Null’altro che una breve segnalazione di un “qualcosa” da bere, decisamente interessante, da ricercare tra una scarpinata e l’altra per chi si trovasse ancora in vacanza in quel meraviglioso luogo che è il Cilento; questo scorcio di fine agosto poi è perfetto per godere al meglio delle mete più belle di questo pezzo di Campania, sicuramente tra le più suggestive che la nostra “terra felix” sa offrire ai suoi avventori, continuamente sospese tra il cielo azzurro delle vicine colline – che in certi luoghi del parco si fanno vera e propria montagna – e il mare infinitamente blu delle coste incontaminate.
Si chiama La Matta, è praticamente uno spumante naturale, a dosaggio zero prodotto da uve fiano, l’ultimo vino nato in casa di Betty e Pasquale Mitrano, per mano – quel poco che è servito mettercele, a quanto pare – di Fortunato Sebastiano, enologo visionario e al tempo stesso mosso sempre da grande concretezza. Da quanto mi ha spiegato Pasquale, l’uva, il processo produttivo, seguono quella linea biodinamica e naturale ormai fortemente consolidata a Casebianche; il che significa: grande lavoro in vigna, cernita pressoché maniacale, soprattutto per cogliere al meglio solo quei grappoli con acini al loro massimo tenore di acidità, e che la presa di spuma, dopo la prima fermentazione classica per fare il vino base, avviene attraverso una lenta rifermentazione naturale e spontanea, e non attraverso l’addizione di anidride carbonica, zuccheri o additivi vari come si è soliti attuare.
Curioso anche il packaging, piuttosto scarno (e insolito) rispetto a quanto siamo abituati: le bottiglie, di vetro chiaro (!) fanno trasparire tutto il contenuto, compreso il deposito, che non manca di intorbidire il vino non appena scosso, e che esprime però tutta l’essenza di un progetto che più “integrale” non si potrebbe definire; bottiglie tra l’altro vengono tappate con un insolito tappo a corona anziché il più classico sughero ingabbiato “a fungo”, con ancora il bidule.
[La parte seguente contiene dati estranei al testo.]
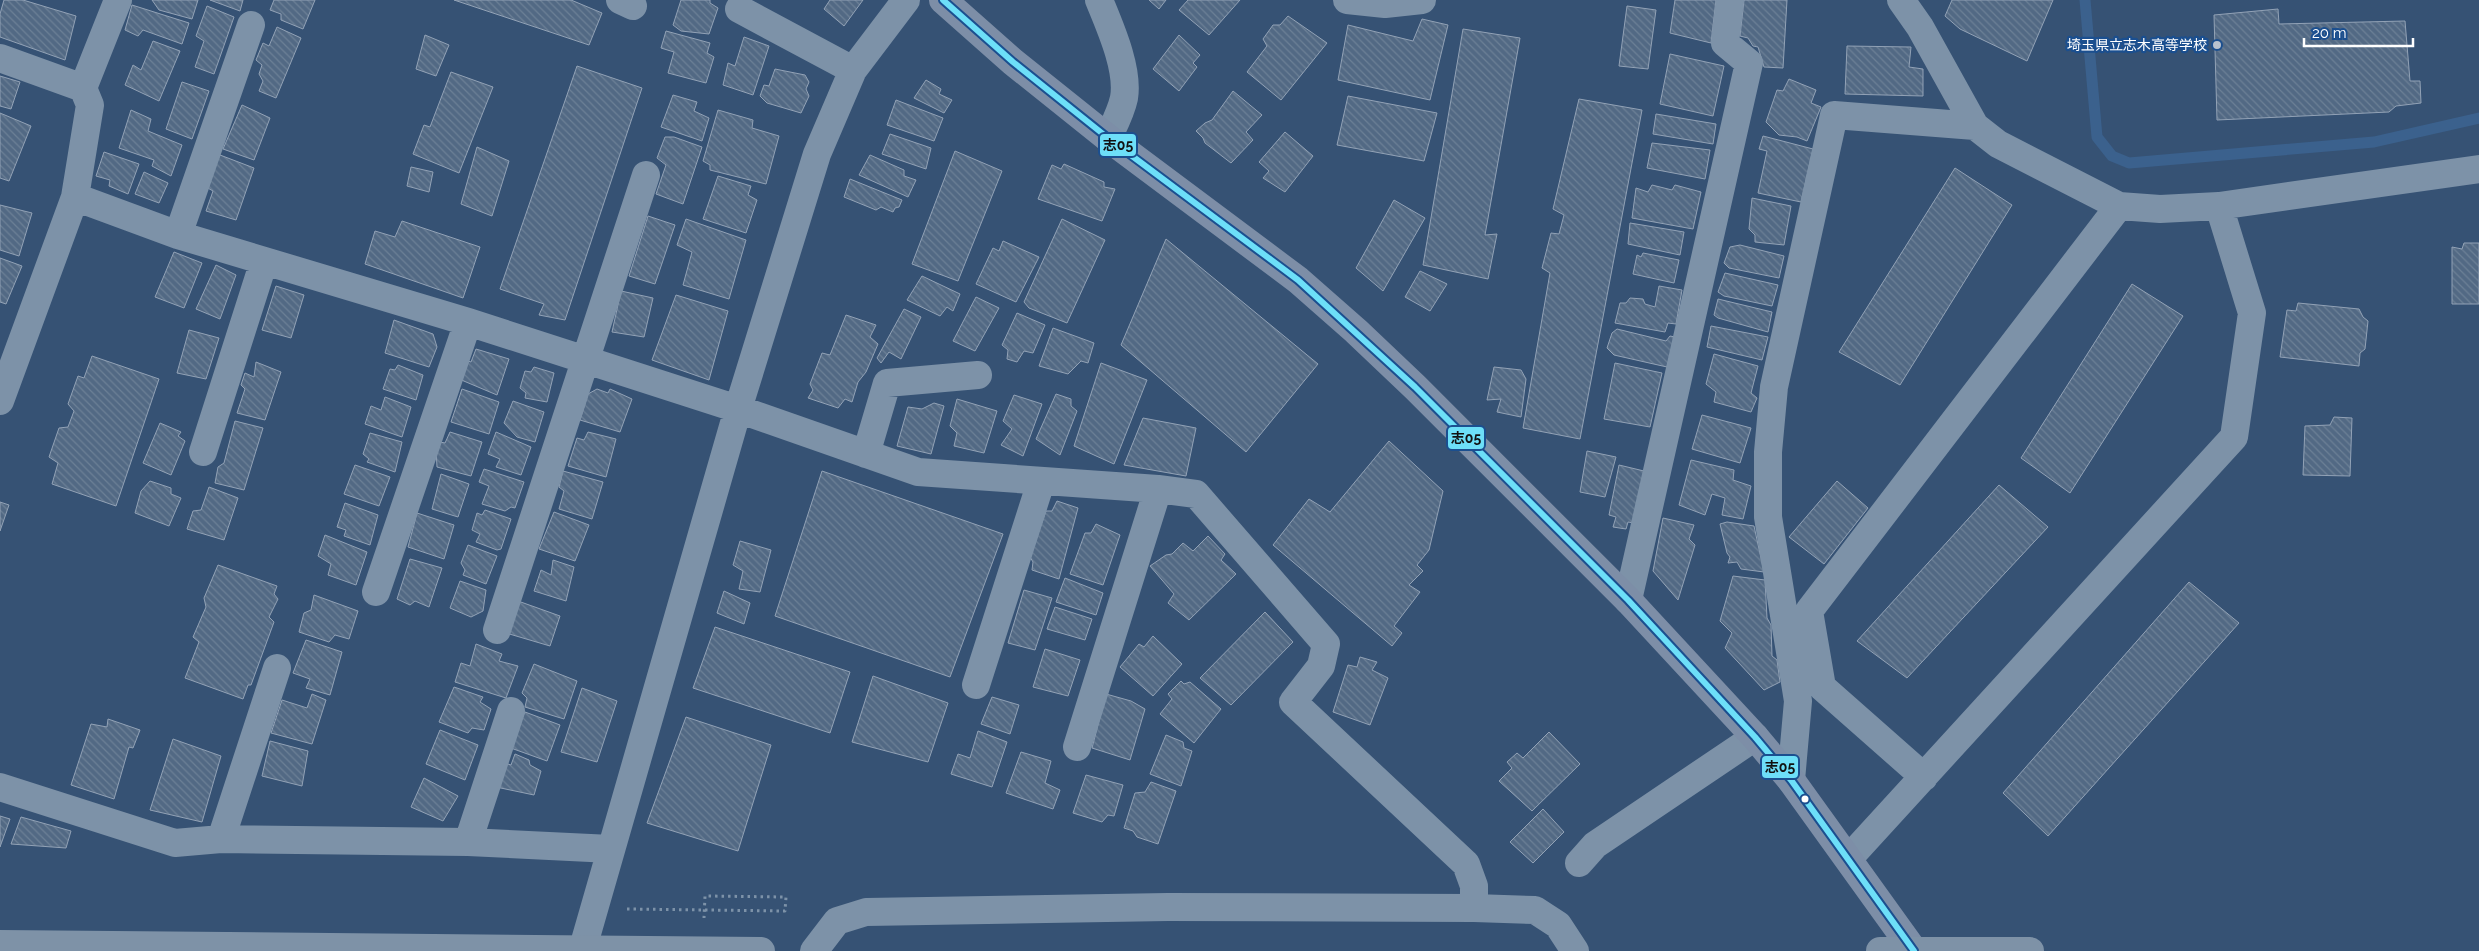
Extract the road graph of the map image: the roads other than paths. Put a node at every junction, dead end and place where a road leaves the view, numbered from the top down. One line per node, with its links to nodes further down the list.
1 (118, 0): 13 (street)
2 (906, 0): 12 (street)
3 (944, 0): 15 (main road)
4 (1099, 0): 15 (street)
5 (1347, 0): 6 (street)
6 (1422, 0)
7 (1730, 0): 33 (street)
8 (1901, 0): 14 (street)
9 (738, 9): 12 (street)
10 (251, 24): 21 (street)
11 (0, 58): 13 (street)
12 (853, 70): 27 (street)
13 (84, 88): 18 (street)
14 (1975, 126): 19 (street); 41 (street)
15 (1108, 138): 33 (main road)
16 (2479, 169): 20 (street)
17 (646, 175): 24 (street)
18 (75, 197): 21 (street); 26 (street)
19 (2119, 206): 20 (street); 40 (street)
20 (2219, 206): 40 (street)
21 (178, 234): 22 (street)
22 (264, 261): 23 (street); 28 (street)
23 (468, 322): 24 (street); 32 (street)
24 (586, 360): 27 (street); 34 (street)
25 (978, 375): 29 (street)
26 (0, 401)
27 (738, 410): 29 (street); 45 (street)
28 (203, 452)
29 (866, 454): 30 (street)
30 (1041, 482): 31 (street); 36 (street)
31 (1158, 489): 39 (street); 48 (street)
32 (376, 592)
33 (1628, 600): 38 (main road)
34 (497, 630)
35 (276, 668): 43 (street)
36 (976, 685)
37 (511, 711): 44 (street)
38 (1756, 737): 41 (main road); 47 (street)
39 (1077, 748)
40 (1924, 777): 46 (street)
41 (1791, 780): 46 (main road)
42 (0, 787): 43 (street)
43 (221, 839): 44 (street)
44 (468, 842): 45 (street)
45 (611, 849): 50 (street)
46 (1849, 858): 55 (main road)
47 (1579, 863)
48 (1474, 908): 52 (street); 53 (street)
49 (0, 944): 50 (highway)
50 (582, 951): 51 (highway)
51 (762, 951)
52 (814, 951)
53 (1575, 951)
54 (1880, 951): 55 (highway)
55 (1914, 951): 56 (highway)
56 (2030, 951)

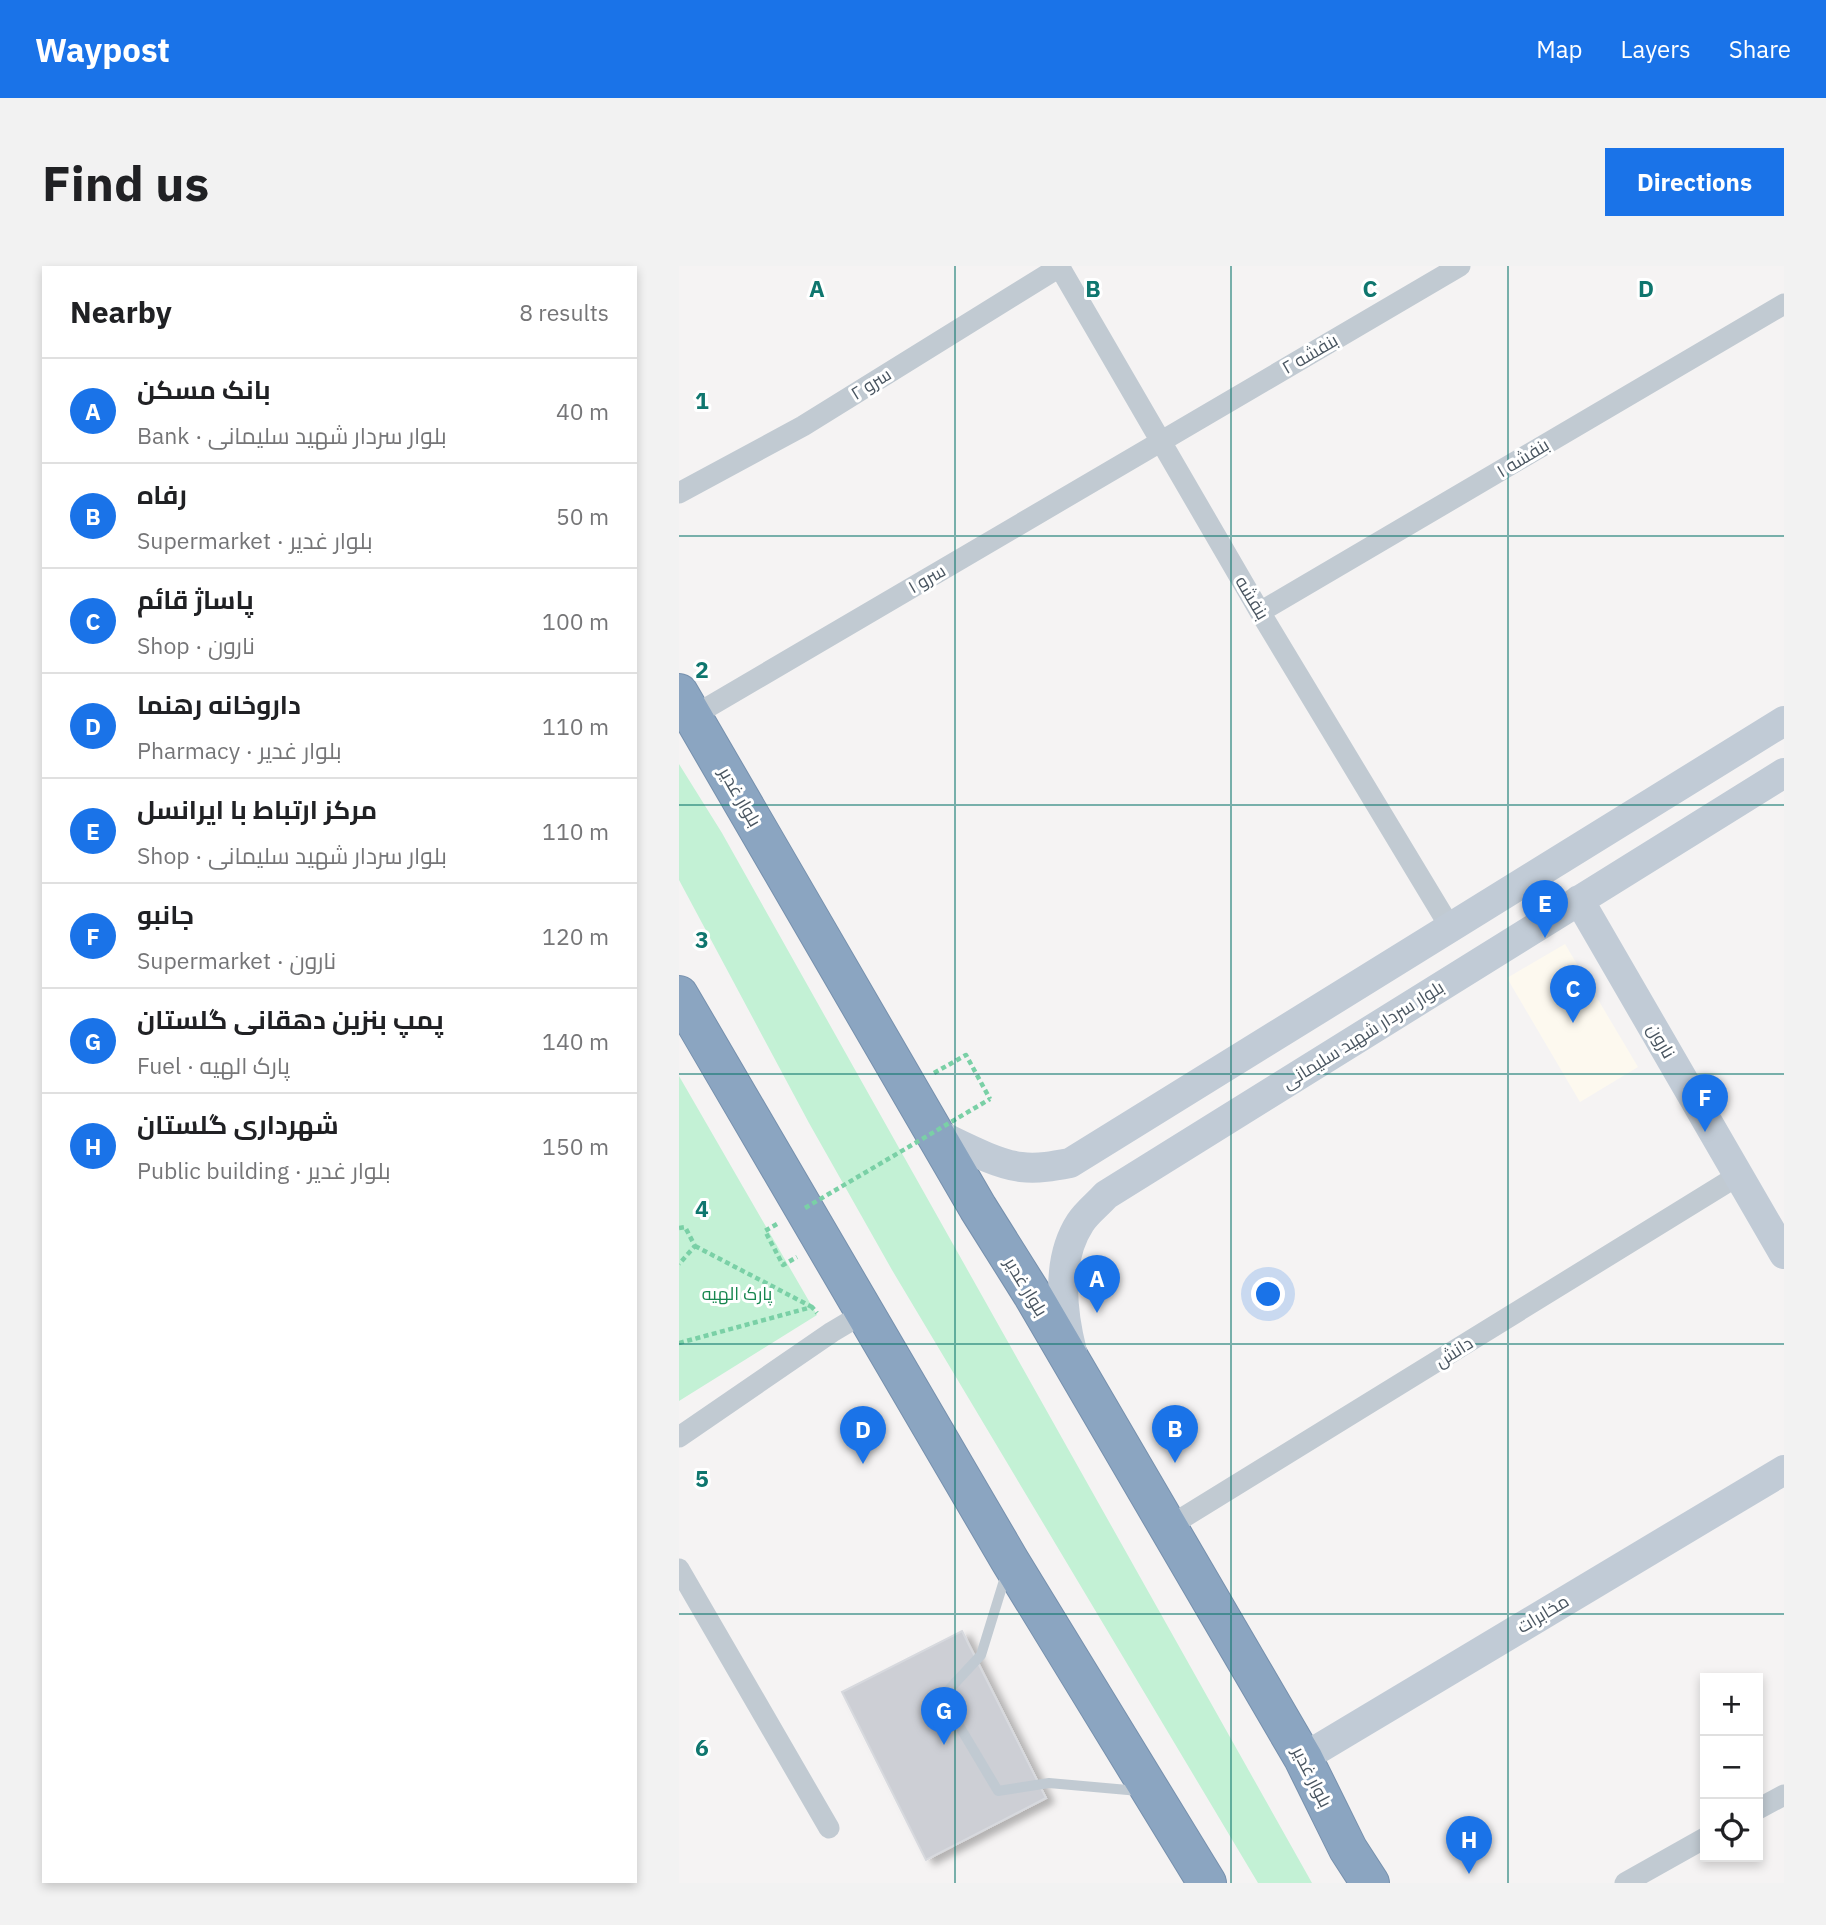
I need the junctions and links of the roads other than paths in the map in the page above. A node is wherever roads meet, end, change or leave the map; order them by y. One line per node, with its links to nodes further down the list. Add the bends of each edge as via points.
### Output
1 (1060, 266): 4 (street, بنفشه); 5 (street, سرو ۲, via 803,426)
2 (1460, 266): 4 (street, بنفشه ۲)
3 (1784, 304): 6 (street, بنفشه ۱)
4 (1160, 442): 6 (street, بنفشه); 7 (street, سرو ۱)
5 (679, 493)
6 (1260, 612): 11 (street, بنفشه)
7 (686, 704): 13 (highway, بلوار غدیر)
8 (1784, 721): 11 (main road)
9 (1784, 773): 10 (main road, بلوار سردار شهید سلیمانی)
10 (1579, 900): 14 (main road, نارون); 17 (main road, بلوار سردار شهید سلیمانی, via 1106,1195 1080,1223 1066,1255 1066,1325)
11 (1450, 927): 13 (main road, via 1070,1163 1019,1167)
12 (679, 995): 16 (highway, via 805,1208)
13 (935, 1133): 17 (highway, بلوار غدیر)
14 (1739, 1175): 15 (main road, نارون); 20 (street, دانش)
15 (1784, 1254)
16 (848, 1323): 18 (street); 21 (highway)
17 (1077, 1373): 20 (highway, بلوار غدیر)
18 (679, 1437)
19 (1784, 1470): 23 (main road, مخابرات)
20 (1168, 1527): 23 (highway, بلوار غدیر)
21 (1010, 1562): 24 (highway); 24 (lane, via 981,1655 942,1698 998,1791 1049,1783)
22 (679, 1569): 27 (street)
23 (1303, 1758): 29 (highway, بلوار غدیر)
24 (1151, 1792): 30 (highway)
25 (1784, 1794): 26 (street)
26 (1763, 1806)
27 (829, 1828)
28 (1700, 1841): 32 (street)
29 (1350, 1866): 31 (highway, بلوار غدیر)
30 (1207, 1883)
31 (1370, 1883)
32 (1625, 1883)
Occhio quindi a maneggiarle con cura alla stappatura, soprattutto per evitare “botti e lanci” sconvenienti.
Il vino offre indubbiamente spunti molto interessanti, soprattutto nell’ottica di sviluppare un progetto di “bollicine alternative” e non semplicemente fini a se stesse, un po’ come accade ultimamente nell’area del prosecco, dove alcuni piccoli (e bravi) produttori hanno riscoperto, e quindi rilanciato, il cosiddetto “prosecco col fondo”, dando vita tra l’altro – soprattutto sul web – anche ad un forte movimento opinionista sull’argomento, dal valore storico e culturale abbastanza sentito in loco, ma che appariva quanto mai sopito negli ultimi anni. Così anche il La Matta 2010 mostra tutti i segnali organolettici più classici di un prodotto artigianale – e col fondo -, dal colore paglierino pallido/torbido al naso sicuramente poco incline a sentori fini ed eleganti, ma non per questo trascurabili.
Tuttavia gioca moltissimo il fattore emozionale, quello anzitutto di stare bevendo un prodotto che più naturale non si può, vivace quanto basta – non ci si può certo fossilizzare nel parlare di spuma, perlage e altro dinanzi a certi vini – e dal sapore davvero unico, che conserva tutta l’austerità della vendemmia precoce e la maturità del vino che va rincorrendo, bilancino alla mano, il suo equilibrio tra frutto e componenti dure: oltremodo secco, ancora a tratti citrino, regala però una gran soddisfazione di beva, tra l’altro con un tenore alcolico, 11 gradi e mezzo, piuttosto moderato. Magari non ci perderete la testa, ma ne conserverete senz’altro un piacevole ricordo!